Given records:
****************************************

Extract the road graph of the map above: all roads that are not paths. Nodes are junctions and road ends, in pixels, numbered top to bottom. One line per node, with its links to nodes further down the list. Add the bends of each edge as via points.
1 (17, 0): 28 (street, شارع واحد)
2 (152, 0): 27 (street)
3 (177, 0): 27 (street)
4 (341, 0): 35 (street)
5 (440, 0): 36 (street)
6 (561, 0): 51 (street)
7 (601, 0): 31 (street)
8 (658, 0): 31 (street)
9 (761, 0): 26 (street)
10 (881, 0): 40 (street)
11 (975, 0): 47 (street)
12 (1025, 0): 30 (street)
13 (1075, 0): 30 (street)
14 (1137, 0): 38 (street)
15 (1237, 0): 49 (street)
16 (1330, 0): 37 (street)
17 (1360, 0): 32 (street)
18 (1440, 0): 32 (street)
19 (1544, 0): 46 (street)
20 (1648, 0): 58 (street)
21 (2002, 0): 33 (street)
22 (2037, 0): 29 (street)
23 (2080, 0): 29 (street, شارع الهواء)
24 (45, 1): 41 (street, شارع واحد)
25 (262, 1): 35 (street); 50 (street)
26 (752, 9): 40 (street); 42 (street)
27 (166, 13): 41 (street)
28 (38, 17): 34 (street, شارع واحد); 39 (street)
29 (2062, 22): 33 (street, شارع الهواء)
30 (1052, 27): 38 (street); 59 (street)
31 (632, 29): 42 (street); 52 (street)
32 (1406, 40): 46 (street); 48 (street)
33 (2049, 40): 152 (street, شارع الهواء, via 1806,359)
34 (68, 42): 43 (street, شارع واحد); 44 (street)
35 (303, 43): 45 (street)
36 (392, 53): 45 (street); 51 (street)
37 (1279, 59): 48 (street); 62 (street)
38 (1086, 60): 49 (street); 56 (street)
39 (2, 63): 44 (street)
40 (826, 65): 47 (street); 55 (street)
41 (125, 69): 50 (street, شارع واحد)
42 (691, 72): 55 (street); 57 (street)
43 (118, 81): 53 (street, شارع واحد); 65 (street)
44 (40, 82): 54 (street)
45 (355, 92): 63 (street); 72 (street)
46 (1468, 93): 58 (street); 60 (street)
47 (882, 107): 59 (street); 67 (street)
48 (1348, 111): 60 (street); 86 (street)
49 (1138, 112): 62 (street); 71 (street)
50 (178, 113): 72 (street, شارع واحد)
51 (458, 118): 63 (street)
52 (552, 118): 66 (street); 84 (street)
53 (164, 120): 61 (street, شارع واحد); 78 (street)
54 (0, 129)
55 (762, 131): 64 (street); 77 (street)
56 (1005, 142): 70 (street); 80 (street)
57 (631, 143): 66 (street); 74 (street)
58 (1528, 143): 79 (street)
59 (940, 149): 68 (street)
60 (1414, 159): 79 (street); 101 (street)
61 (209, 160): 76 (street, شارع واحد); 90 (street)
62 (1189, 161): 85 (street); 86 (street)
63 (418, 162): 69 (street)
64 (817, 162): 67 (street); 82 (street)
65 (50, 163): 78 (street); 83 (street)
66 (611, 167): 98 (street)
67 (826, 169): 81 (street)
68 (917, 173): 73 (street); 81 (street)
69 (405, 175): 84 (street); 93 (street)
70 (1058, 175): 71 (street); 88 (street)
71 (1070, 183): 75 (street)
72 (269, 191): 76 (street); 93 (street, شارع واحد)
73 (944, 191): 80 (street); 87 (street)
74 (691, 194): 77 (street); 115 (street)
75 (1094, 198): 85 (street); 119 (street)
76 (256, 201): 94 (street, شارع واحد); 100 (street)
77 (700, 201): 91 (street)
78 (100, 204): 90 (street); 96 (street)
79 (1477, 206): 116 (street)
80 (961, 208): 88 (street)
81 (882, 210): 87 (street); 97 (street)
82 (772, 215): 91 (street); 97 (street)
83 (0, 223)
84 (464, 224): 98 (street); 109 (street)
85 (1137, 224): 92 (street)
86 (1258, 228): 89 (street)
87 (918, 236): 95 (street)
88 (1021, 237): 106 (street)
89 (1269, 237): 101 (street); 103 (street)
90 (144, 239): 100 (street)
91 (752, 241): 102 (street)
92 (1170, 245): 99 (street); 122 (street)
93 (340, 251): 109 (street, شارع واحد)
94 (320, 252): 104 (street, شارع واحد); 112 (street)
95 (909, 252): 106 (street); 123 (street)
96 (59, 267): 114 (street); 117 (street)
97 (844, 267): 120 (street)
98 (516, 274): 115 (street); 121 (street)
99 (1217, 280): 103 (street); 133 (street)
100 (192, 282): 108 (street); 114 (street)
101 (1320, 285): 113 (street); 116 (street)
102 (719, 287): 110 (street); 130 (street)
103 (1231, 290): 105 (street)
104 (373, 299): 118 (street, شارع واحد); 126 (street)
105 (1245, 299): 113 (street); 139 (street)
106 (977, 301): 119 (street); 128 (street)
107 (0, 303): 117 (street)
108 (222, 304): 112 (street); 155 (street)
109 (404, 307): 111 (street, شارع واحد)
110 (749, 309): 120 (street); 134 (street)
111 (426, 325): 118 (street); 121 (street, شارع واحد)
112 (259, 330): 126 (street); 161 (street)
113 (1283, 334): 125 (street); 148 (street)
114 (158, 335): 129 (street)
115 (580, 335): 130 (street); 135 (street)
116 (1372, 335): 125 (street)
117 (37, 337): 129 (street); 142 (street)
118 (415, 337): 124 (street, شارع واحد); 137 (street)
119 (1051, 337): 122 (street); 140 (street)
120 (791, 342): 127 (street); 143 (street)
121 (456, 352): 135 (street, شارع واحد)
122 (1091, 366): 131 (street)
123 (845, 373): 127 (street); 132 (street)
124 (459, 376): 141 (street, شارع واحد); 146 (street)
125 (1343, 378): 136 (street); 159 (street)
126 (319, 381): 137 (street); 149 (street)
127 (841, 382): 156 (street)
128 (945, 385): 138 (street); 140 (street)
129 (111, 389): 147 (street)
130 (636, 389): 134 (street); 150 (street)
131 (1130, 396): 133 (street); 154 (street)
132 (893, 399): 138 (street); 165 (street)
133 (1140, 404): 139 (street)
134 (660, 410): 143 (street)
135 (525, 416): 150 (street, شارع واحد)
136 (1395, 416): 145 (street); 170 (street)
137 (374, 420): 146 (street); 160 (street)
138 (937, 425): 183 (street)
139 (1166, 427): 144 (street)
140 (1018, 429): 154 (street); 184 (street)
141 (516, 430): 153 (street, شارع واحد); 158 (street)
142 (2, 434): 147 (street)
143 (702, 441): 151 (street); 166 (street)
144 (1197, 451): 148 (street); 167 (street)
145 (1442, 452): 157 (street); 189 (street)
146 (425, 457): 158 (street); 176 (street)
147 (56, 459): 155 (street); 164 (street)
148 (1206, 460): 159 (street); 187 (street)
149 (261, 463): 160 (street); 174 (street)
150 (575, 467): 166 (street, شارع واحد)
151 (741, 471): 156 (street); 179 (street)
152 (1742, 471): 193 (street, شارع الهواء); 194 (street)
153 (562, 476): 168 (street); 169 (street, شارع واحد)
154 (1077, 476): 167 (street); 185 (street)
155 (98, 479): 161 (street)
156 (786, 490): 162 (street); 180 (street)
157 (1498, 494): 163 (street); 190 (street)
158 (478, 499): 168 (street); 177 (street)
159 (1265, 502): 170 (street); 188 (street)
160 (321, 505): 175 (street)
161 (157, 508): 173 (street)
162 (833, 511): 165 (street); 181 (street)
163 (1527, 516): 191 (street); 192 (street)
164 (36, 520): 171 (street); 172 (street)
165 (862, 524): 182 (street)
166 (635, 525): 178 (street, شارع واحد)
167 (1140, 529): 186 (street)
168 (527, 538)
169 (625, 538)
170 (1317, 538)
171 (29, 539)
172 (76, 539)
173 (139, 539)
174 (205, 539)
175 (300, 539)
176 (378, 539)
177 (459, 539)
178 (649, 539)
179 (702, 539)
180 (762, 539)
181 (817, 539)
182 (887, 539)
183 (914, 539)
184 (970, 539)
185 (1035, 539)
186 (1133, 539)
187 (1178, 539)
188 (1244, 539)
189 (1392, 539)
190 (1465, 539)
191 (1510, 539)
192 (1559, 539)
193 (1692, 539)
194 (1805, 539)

****************************************

Exercise aim:
The answer must be a single number: how many lines in the listing above include the word "الهواء".

Finished task:
4